**PROBLEM**
From the entries that follow, report every line in which "Albina" occurs.

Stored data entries
================

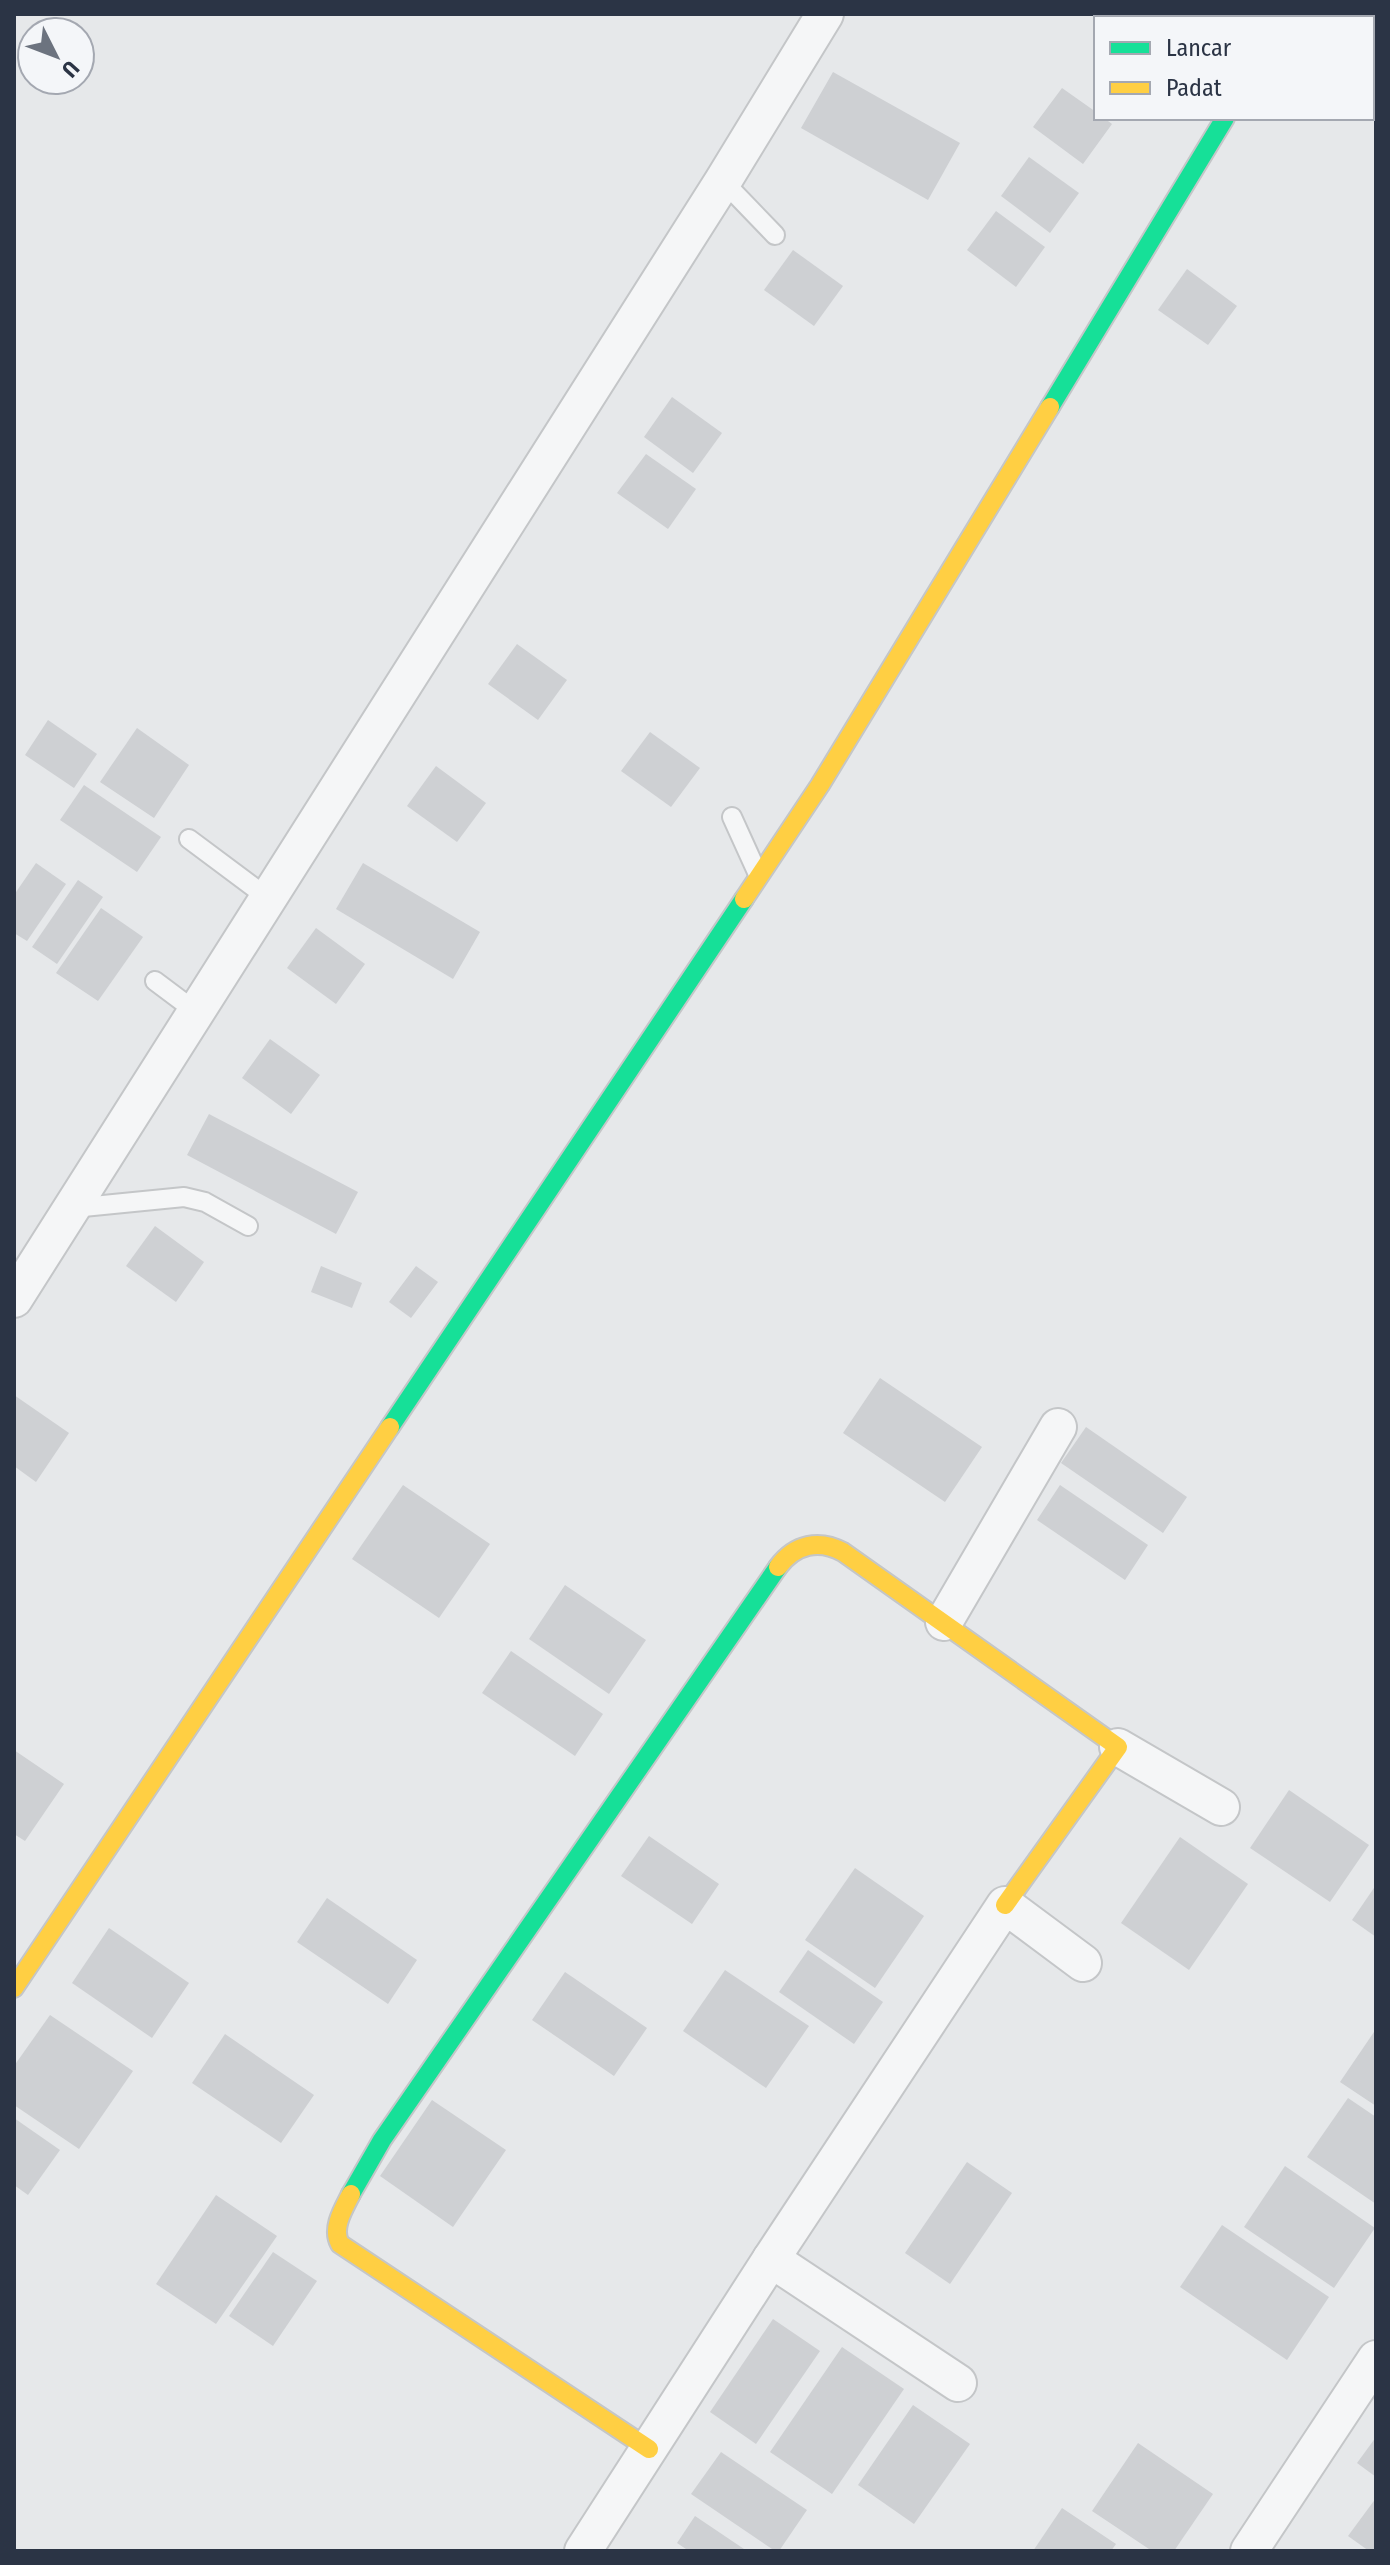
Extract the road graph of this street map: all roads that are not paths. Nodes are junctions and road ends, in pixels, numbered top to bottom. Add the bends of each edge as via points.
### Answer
1 (825, 14) edge
2 (1224, 120) edge
3 (723, 181) junction
4 (775, 235) dead end
5 (732, 817) dead end
6 (189, 839) dead end
7 (759, 877) junction
8 (268, 898) junction
9 (155, 981) dead end
10 (195, 1011) junction
11 (73, 1208) junction
12 (248, 1226) dead end
13 (14, 1299) edge
14 (1058, 1427) dead end
15 (944, 1622) junction
16 (1118, 1747) junction
17 (1221, 1807) dead end
18 (1005, 1905) junction
19 (1083, 1963) dead end
20 (14, 1988) edge
21 (771, 2259) junction
22 (1376, 2359) edge
23 (958, 2383) dead end
24 (649, 2449) junction
25 (583, 2551) edge
26 (1249, 2551) edge

1 - 3 street
2 - 7 street
3 - 4 lane
3 - 8 street
5 - 7 lane
6 - 8 lane
7 - 20 street
8 - 10 street
9 - 10 lane
10 - 11 street
11 - 12 lane via 184,1197 205,1202
11 - 13 street
14 - 15 street
15 - 16 street
15 - 24 street via 832,1544 806,1545 782,1562 382,2140 335,2233 343,2246
16 - 17 street
16 - 18 street
18 - 19 street
18 - 21 street
21 - 23 street
21 - 24 street
22 - 26 street
24 - 25 street

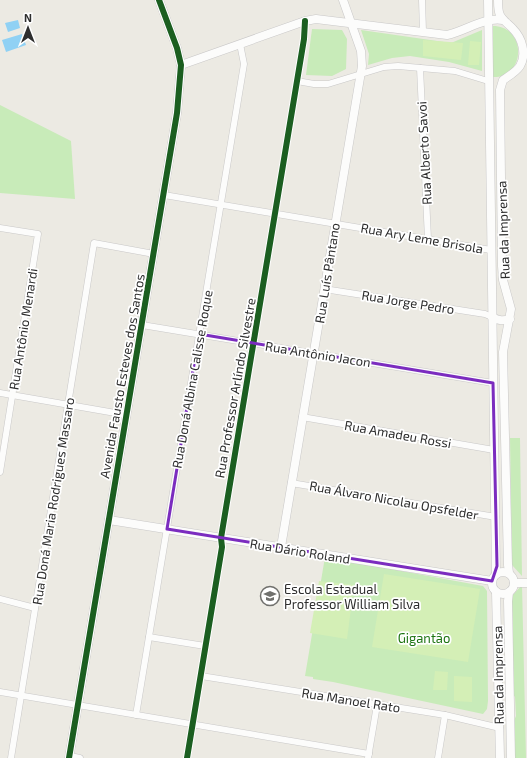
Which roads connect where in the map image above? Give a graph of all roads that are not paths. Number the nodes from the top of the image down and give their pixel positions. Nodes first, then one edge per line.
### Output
1 (159, 0) edge
2 (343, 0) edge
3 (422, 0) edge
4 (488, 0) edge
5 (498, 0) edge
6 (488, 20) junction
7 (503, 20) junction
8 (305, 21) junction
9 (351, 23) junction
10 (422, 31) junction
11 (240, 44) junction
12 (181, 66) junction
13 (420, 68) junction
14 (360, 74) junction
15 (488, 80) junction
16 (503, 80) junction
17 (297, 81) junction
18 (164, 195) junction
19 (221, 205) junction
20 (275, 213) junction
21 (335, 223) junction
22 (0, 228) edge
23 (428, 239) junction
24 (491, 250) junction
25 (154, 254) junction
26 (324, 289) junction
27 (492, 317) junction
28 (510, 319) junction
29 (142, 325) junction
30 (200, 334) junction
31 (253, 343) junction
32 (313, 353) junction
33 (493, 383) junction
34 (0, 393) edge
35 (12, 395) junction
36 (68, 404) junction
37 (127, 415) junction
38 (302, 417) junction
39 (494, 450) junction
40 (0, 472) edge
41 (292, 483) junction
42 (496, 517) junction
43 (109, 520) junction
44 (167, 529) junction
45 (220, 538) junction
46 (281, 548) junction
47 (509, 573) junction
48 (494, 578) junction
49 (514, 583) junction
50 (527, 583) edge
51 (496, 592) junction
52 (509, 592) junction
53 (0, 599) edge
54 (35, 608) junction
55 (149, 637) junction
56 (205, 646) junction
57 (201, 676) junction
58 (0, 692) edge
59 (21, 696) junction
60 (78, 705) junction
61 (377, 705) junction
62 (136, 715) junction
63 (445, 715) junction
64 (193, 724) junction
65 (500, 728) junction
66 (368, 756) edge
67 (69, 757) edge
68 (11, 758) edge
69 (80, 758) edge
70 (187, 758) edge
71 (438, 758) edge
72 (500, 758) edge
73 (511, 758) edge

1 - 12 street, Avenida Fausto Esteves dos Santos
2 - 9 street, Rua Luís Pântano
3 - 10 street
4 - 6 street, Rua da Imprensa
5 - 7 street
6 - 7 street
6 - 10 street
6 - 15 street, Rua da Imprensa
7 - 16 street
8 - 9 street
8 - 11 street
8 - 17 street, Rua Professor Arlíndo Silvestre
9 - 10 street
9 - 14 street, Rua Luís Pântano
11 - 12 street
11 - 19 street, Rua Doná Albina Calisse Roque
12 - 18 street, Avenida Fausto Esteves dos Santos
13 - 14 street
13 - 15 street
13 - 23 street, Rua Alberto Savoi
14 - 17 street
14 - 21 street, Rua Luís Pântano
15 - 16 street
15 - 24 street, Rua da Imprensa
16 - 28 street, Rua da Imprensa
17 - 20 street, Rua Professor Arlíndo Silvestre
18 - 19 street, Rua Ary Leme Brisola
18 - 25 street, Avenida Fausto Esteves dos Santos
19 - 20 street, Rua Ary Leme Brisola
19 - 30 street, Rua Doná Albina Calisse Roque
20 - 21 street, Rua Ary Leme Brisola
20 - 31 street, Rua Professor Arlíndo Silvestre
21 - 23 street, Rua Ary Leme Brisola
21 - 26 street, Rua Luís Pântano
22 - 35 street, Rua Antônio Menardi
23 - 24 street, Rua Ary Leme Brisola
24 - 27 street, Rua da Imprensa
25 - 29 street, Avenida Fausto Esteves dos Santos
25 - 36 street, Rua Doná Maria Rodrigues Massaro
26 - 27 street, Rua Jorge Pedro
26 - 32 street, Rua Luís Pântano
27 - 28 street
27 - 33 street, Rua da Imprensa
28 - 47 street, Rua da Imprensa
29 - 30 street, Rua Antônio Jacon
29 - 37 street, Avenida Fausto Esteves dos Santos
30 - 31 street, Rua Antônio Jacon
30 - 44 street, Rua Doná Albina Calisse Roque
31 - 32 street, Rua Antônio Jacon
31 - 45 street, Rua Professor Arlíndo Silvestre
32 - 33 street, Rua Antônio Jacon
32 - 38 street, Rua Luís Pântano
33 - 39 street, Rua da Imprensa
34 - 35 street
35 - 36 street
35 - 40 street, Rua Antônio Menardi
36 - 37 street
36 - 54 street, Rua Doná Maria Rodrigues Massaro
37 - 43 street, Avenida Fausto Esteves dos Santos
38 - 39 street, Rua Amadeu Rossi
38 - 41 street, Rua Luís Pântano
39 - 42 street, Rua da Imprensa
41 - 42 street, Rua Álvaro Nicolau Opsfelder
41 - 46 street, Rua Luís Pântano
42 - 48 street, Rua da Imprensa
43 - 44 street, Rua Dário Roland
43 - 60 street, Avenida Fausto Esteves dos Santos
44 - 45 street, Rua Dário Roland
44 - 55 street, Rua Doná Albina Calisse Roque
45 - 46 street, Rua Dário Roland
45 - 56 street, Rua Professor Arlíndo Silvestre
46 - 48 street, Rua Dário Roland
47 - 48 street
47 - 49 street, Rua da Imprensa
48 - 51 street, Rua da Imprensa
49 - 50 street
49 - 52 street, Rua da Imprensa
51 - 52 street
51 - 65 street, Rua da Imprensa
52 - 73 street, Rua da Imprensa
53 - 54 street
54 - 59 street, Rua Doná Maria Rodrigues Massaro
55 - 56 street
55 - 62 street, Rua Doná Albina Calisse Roque
56 - 57 street, Rua Professor Arlíndo Silvestre
57 - 61 street, Rua Manoel Rato
57 - 64 street, Rua Professor Arlíndo Silvestre
58 - 59 street
59 - 60 street
59 - 68 street, Rua Doná Maria Rodrigues Massaro
60 - 62 street
60 - 67 street, Avenida Fausto Esteves dos Santos
61 - 63 street, Rua Manoel Rato
61 - 66 street
62 - 64 street
63 - 65 street, Rua Manoel Rato
63 - 71 street
64 - 66 street
64 - 70 street, Rua Professor Arlíndo Silvestre
65 - 72 street, Rua da Imprensa
67 - 69 street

================

**FINAL ANSWER**
11 - 19 street, Rua Doná Albina Calisse Roque
19 - 30 street, Rua Doná Albina Calisse Roque
30 - 44 street, Rua Doná Albina Calisse Roque
44 - 55 street, Rua Doná Albina Calisse Roque
55 - 62 street, Rua Doná Albina Calisse Roque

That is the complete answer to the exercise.